WORK ORDER:
Copy each line of the data below in which the word "paths" can be found.

(Saved entries)
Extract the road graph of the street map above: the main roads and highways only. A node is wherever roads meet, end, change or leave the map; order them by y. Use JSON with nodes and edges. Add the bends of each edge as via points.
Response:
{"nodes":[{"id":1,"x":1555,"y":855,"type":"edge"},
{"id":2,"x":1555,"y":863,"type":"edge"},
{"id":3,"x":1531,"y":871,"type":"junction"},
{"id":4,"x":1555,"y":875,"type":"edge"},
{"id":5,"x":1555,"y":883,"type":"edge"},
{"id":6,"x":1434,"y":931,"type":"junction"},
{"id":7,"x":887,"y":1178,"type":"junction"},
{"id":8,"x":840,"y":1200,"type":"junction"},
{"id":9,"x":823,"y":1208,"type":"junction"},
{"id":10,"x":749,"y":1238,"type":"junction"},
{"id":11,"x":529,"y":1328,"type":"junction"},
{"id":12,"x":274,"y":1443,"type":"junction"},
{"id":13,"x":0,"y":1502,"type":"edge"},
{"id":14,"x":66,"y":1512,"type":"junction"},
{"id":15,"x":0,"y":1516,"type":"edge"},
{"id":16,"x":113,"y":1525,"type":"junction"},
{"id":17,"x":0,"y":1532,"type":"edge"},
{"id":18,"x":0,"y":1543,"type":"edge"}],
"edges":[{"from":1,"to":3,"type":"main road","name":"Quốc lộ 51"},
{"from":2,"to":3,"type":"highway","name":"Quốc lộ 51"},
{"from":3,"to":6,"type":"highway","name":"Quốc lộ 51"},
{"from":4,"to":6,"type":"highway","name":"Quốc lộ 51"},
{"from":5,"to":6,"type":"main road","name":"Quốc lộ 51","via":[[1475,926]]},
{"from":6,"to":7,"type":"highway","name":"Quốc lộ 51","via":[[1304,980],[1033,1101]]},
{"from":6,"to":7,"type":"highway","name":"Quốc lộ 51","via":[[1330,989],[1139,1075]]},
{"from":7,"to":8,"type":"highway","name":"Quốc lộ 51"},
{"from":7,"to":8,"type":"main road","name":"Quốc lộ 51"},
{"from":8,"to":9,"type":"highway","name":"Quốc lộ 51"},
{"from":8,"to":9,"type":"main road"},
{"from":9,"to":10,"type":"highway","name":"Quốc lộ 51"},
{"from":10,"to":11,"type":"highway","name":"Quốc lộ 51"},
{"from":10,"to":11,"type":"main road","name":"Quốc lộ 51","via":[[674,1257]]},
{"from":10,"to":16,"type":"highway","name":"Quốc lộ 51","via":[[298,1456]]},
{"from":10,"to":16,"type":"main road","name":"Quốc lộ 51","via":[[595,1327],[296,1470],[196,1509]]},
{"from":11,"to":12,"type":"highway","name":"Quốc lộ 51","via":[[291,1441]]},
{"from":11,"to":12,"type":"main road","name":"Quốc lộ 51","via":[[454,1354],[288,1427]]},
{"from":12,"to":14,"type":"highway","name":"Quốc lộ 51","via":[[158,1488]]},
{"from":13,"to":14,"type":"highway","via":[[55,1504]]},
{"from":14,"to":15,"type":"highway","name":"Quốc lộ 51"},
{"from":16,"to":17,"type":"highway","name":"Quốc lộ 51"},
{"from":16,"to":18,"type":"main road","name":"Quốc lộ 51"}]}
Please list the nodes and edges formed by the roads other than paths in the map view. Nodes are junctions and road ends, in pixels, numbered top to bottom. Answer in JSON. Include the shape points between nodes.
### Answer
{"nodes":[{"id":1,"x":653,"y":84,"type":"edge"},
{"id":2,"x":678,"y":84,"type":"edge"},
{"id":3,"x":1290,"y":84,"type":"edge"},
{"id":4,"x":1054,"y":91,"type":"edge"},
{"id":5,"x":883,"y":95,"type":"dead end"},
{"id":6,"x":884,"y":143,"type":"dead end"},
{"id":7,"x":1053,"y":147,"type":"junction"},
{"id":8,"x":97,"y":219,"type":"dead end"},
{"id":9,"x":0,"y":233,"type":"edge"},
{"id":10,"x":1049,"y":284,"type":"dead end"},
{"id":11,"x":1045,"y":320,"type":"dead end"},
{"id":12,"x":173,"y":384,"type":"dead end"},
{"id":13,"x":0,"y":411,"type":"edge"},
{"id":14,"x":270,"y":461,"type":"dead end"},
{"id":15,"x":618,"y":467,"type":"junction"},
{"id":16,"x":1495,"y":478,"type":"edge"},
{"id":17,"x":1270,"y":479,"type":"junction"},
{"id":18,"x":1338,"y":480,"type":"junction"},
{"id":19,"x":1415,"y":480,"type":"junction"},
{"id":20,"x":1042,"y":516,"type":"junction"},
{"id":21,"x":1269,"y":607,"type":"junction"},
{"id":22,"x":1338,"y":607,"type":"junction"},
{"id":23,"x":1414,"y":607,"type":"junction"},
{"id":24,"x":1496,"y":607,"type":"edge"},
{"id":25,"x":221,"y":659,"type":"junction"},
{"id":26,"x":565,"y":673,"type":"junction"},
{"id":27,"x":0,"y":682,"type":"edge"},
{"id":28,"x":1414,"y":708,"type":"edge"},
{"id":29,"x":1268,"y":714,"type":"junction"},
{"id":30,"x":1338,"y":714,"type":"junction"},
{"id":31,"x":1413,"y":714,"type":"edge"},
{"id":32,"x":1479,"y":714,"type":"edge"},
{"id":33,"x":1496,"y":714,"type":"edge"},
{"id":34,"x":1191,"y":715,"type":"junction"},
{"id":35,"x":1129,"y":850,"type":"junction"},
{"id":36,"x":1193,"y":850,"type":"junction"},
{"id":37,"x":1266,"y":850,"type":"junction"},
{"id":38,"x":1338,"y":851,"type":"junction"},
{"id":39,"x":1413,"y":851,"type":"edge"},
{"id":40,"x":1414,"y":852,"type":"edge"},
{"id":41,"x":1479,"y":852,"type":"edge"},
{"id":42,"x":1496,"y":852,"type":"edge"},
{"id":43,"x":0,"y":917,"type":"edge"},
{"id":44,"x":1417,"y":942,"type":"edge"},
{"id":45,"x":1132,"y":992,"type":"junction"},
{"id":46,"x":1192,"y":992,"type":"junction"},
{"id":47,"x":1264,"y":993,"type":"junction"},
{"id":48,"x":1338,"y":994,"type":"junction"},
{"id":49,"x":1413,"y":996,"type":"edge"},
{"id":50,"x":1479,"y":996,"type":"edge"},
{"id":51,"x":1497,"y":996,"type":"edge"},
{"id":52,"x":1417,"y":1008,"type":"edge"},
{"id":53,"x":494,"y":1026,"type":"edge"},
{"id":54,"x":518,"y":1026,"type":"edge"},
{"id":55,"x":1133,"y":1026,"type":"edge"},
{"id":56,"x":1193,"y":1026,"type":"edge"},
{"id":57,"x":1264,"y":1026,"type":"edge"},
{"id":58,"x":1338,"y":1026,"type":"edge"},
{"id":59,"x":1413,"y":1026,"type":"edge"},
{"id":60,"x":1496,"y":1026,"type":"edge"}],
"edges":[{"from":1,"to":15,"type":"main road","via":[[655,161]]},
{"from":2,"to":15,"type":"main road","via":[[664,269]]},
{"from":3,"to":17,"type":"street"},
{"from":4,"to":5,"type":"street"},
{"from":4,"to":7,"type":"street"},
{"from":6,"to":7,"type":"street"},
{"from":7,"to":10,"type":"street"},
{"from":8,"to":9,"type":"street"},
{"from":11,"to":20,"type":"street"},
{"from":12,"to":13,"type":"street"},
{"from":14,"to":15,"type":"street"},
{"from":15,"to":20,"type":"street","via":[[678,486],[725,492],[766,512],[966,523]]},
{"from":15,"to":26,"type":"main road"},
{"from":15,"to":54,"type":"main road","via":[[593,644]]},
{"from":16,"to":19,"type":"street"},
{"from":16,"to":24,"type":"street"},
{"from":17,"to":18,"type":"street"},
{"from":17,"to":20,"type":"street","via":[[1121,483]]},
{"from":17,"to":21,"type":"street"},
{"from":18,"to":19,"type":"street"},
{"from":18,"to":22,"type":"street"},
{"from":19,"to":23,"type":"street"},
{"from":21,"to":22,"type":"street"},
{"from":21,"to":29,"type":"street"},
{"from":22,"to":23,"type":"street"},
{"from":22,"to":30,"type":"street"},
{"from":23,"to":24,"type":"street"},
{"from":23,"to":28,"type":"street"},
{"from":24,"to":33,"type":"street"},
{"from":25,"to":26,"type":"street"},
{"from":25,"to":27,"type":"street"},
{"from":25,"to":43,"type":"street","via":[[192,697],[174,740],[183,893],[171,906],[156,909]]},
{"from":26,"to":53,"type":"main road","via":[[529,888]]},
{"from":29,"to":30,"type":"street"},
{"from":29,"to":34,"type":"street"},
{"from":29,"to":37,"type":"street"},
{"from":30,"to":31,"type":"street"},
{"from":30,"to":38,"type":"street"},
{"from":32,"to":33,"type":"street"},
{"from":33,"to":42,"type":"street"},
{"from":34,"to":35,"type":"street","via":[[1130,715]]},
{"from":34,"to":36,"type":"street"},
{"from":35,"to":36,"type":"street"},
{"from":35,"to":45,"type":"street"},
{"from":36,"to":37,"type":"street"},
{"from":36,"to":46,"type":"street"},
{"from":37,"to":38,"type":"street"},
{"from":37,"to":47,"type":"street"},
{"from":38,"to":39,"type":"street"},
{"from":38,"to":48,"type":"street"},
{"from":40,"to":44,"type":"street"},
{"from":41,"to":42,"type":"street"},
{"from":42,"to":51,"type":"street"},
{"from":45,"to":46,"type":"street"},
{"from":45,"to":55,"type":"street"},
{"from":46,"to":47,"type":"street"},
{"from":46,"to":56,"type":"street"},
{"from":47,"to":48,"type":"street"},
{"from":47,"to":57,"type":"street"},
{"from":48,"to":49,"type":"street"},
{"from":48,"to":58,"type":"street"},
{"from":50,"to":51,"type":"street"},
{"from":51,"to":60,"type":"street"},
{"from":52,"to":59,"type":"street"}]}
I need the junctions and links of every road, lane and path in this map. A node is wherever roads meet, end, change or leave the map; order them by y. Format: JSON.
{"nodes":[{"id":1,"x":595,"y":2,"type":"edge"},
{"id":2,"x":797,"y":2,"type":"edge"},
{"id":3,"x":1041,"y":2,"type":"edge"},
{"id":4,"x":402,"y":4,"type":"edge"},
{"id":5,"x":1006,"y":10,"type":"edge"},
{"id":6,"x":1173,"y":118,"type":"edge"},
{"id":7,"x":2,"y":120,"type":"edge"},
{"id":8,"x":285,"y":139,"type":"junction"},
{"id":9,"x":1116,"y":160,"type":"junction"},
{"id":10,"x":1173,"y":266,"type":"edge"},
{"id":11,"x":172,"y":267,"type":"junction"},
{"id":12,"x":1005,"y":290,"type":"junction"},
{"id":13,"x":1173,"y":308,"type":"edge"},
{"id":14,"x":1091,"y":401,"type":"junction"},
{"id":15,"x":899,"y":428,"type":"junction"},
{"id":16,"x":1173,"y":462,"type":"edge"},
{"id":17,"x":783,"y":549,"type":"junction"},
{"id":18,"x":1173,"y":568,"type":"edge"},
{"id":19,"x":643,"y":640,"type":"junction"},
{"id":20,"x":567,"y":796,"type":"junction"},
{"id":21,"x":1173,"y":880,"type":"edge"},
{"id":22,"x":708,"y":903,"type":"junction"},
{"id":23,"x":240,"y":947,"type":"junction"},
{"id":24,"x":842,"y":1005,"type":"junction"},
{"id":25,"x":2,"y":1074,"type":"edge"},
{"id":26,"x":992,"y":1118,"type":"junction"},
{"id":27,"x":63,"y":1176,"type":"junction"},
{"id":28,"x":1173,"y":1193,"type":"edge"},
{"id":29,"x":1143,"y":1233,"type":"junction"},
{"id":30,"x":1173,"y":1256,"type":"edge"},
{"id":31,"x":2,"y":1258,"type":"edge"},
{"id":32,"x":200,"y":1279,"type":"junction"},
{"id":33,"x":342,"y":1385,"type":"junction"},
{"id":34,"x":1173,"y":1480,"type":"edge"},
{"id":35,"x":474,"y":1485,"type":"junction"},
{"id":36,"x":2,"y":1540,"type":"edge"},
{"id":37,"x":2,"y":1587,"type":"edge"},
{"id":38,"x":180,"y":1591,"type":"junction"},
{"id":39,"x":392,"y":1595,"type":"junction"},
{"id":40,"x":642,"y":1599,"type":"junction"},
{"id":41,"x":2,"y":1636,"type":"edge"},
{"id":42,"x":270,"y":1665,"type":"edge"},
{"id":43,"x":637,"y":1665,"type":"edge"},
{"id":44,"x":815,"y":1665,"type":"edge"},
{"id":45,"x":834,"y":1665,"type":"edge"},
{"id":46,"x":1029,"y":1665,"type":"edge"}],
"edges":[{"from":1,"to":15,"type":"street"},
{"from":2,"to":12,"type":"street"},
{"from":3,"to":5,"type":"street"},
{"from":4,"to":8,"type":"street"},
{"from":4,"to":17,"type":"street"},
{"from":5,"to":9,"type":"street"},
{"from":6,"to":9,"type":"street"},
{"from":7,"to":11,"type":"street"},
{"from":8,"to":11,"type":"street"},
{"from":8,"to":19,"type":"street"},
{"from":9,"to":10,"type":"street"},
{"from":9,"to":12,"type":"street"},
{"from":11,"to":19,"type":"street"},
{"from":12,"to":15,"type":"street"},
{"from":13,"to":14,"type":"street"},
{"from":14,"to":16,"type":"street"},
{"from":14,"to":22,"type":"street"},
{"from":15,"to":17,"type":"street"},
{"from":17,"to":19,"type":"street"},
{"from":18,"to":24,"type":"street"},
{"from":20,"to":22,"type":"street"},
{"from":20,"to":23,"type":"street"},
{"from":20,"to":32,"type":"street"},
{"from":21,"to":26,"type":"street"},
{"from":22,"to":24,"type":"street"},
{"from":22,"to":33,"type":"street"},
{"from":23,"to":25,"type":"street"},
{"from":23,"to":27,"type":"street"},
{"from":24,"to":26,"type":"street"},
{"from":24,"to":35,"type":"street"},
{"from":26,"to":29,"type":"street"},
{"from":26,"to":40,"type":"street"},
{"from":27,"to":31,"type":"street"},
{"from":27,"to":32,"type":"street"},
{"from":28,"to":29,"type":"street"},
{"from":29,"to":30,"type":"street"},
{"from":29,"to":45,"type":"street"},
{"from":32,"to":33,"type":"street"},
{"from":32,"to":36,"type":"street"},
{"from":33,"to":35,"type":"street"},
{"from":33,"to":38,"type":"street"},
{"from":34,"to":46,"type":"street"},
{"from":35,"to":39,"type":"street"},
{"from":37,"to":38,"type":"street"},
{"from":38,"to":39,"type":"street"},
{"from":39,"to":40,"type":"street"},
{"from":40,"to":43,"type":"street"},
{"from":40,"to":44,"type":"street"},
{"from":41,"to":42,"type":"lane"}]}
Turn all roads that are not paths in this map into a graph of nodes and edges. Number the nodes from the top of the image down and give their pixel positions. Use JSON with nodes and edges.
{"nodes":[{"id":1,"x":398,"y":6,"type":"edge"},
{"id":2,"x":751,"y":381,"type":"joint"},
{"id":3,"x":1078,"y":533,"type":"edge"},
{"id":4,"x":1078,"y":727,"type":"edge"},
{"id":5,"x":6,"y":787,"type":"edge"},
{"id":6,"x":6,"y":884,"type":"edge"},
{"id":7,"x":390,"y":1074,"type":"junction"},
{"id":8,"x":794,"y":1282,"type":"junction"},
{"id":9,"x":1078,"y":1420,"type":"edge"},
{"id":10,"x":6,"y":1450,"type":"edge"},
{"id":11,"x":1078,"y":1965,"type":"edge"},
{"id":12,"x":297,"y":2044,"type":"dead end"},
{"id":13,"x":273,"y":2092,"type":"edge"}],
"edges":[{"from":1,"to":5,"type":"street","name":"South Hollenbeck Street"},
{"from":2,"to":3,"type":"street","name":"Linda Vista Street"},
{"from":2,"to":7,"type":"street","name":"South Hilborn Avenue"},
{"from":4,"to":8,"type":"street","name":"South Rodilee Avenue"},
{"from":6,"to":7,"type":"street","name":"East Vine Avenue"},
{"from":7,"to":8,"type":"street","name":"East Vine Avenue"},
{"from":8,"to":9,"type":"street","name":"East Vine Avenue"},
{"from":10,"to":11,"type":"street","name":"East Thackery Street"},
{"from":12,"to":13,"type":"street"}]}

OUTPUT FOR THIS TASK:
Please list the nodes and edges formed by the roads other than paths in the map view. Nodes are junctions and road ends, in pixels, numbered top to bottom. Answer in JSON. Include the shape points between nodes.
Turn all roads that are not paths in this map into a graph of nodes and edges. Number the nodes from the top of the image down and give their pixel positions. Use JSON with nodes and edges.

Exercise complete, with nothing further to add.